Hi DJVege & all,
Sheeny had a good go at answering your question but the maths is not quite up to scratch.
The magnification you scope produces with a particular eyepiece is a function of the focal length of the 'scope and the fl of the eyepiece.
Magnification is 'scope fl / eyepiece fl.
As a simple example, a 2000mm fl 'scope used with a 20mm fl eyepiece produces:
2000/20=x100.
The true angular diameter of that x100 field is a function of the magnification the eyepiece is used at and the _apparent field_ that the ep has. The apparent field is the angle in degrees your eye must be turned to go from one side of the field to the one opposite. In many cases the manufacturer will supply this figure of _apparent field_. As a _guide_, a Kellner ep usually produces about 40 deg, an Orthoscopic 45 deg, a Plossl 50 deg, Televue Panoptic 67 deg, and Nagler 82 deg etc etc.
To find the _true angular diameter_ of the field of view in degrees, you should divide the _apparent field_ by magnification in use.
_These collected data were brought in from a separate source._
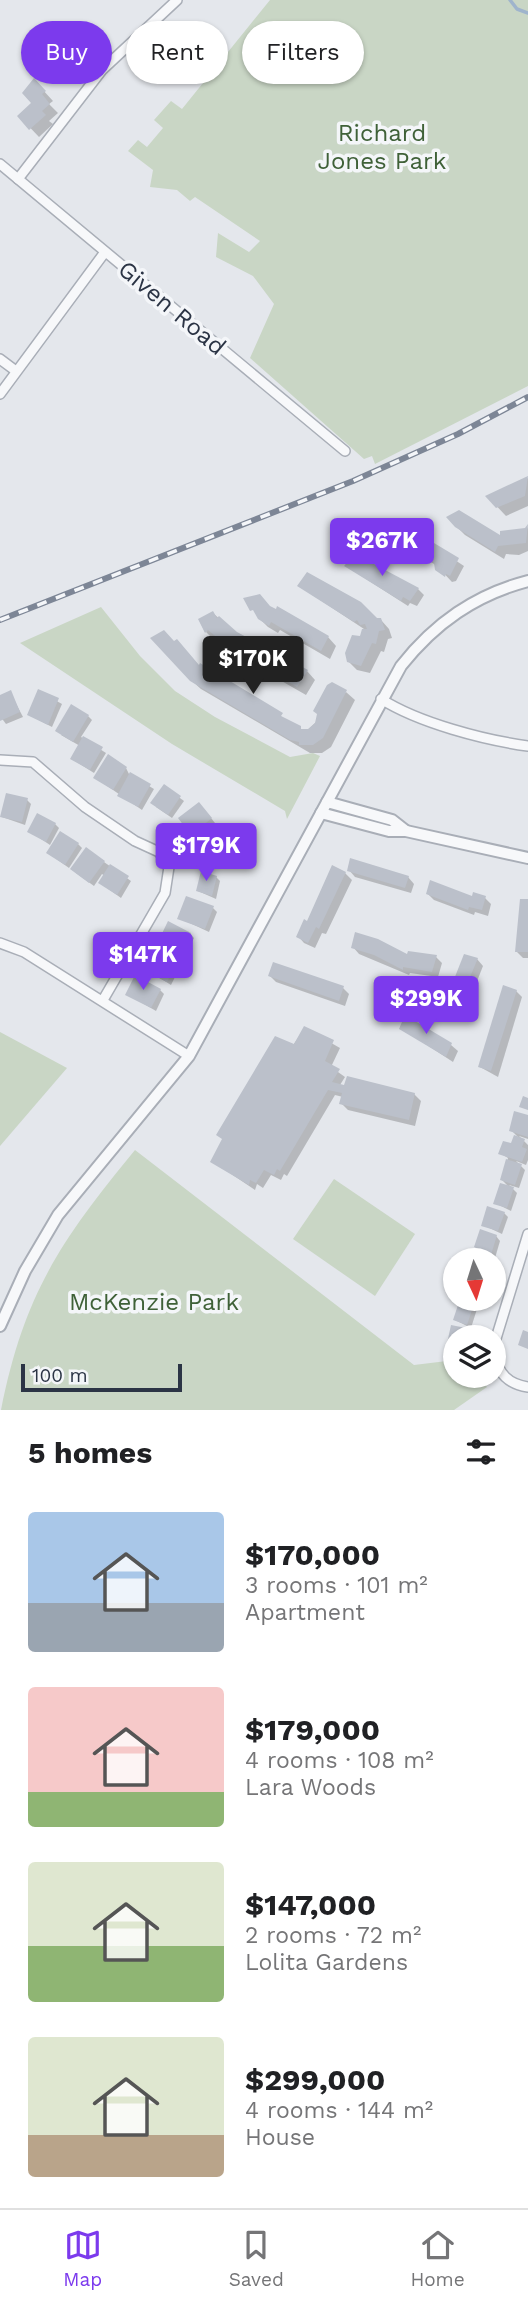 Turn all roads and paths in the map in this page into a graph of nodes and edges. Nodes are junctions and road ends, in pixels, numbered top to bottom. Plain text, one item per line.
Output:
1 (177, 0) edge
2 (0, 164) edge
3 (18, 179) junction
4 (104, 252) junction
5 (0, 359) edge
6 (16, 371) junction
7 (0, 394) edge
8 (345, 451) dead end
9 (528, 581) edge
10 (381, 699) junction
11 (528, 746) edge
12 (0, 760) edge
13 (327, 802) junction
14 (321, 813) junction
15 (406, 831) junction
16 (528, 858) edge
17 (0, 943) edge
18 (103, 1000) junction
19 (189, 1056) junction
20 (528, 1234) edge
21 (500, 1325) edge
22 (0, 1326) edge
23 (506, 1379) edge
24 (528, 1387) edge

1 - 3 street
2 - 3 street, Given Road
3 - 4 street, Given Road
4 - 6 street
4 - 8 street, Given Road
5 - 6 street
6 - 7 street
9 - 10 street
10 - 11 street
10 - 13 street
12 - 18 street
13 - 14 street
13 - 15 street
14 - 15 street
14 - 19 street
15 - 16 street
17 - 18 street
18 - 19 street
19 - 22 street
20 - 21 street
23 - 24 street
In the example above using a Plossl with an assumed AFOV of 50 deg at x100:
50/100=1/2 degree _true_ FOV -- or about the diameter of the Full Moon.
With say an 8mm Plossl you get as a worked example:
2000mm/8mm=x250
50/250=0.2 degrees or 12 arc minutes.
Therefore (using the first example), lets say you look in a catalog and see that an open cluster has a diameter of 15 arc-minutes. In the 20mm fl eyepiece which has a 30 arc-min field, it would appear 1/2 the diameter of the field.
Conversely, if you see a galaxy in your eyepiece and you already know the true diameter of the field you can then measure its visible extent by estimating what portion of the diameter of the FOV it occupies. If you are using the 20mm eyepiece whcih gives a 30 arc-minute true field, and the galaxy seems 1/5th the diameter of the field, then it is about 6 arc-minutes diameter.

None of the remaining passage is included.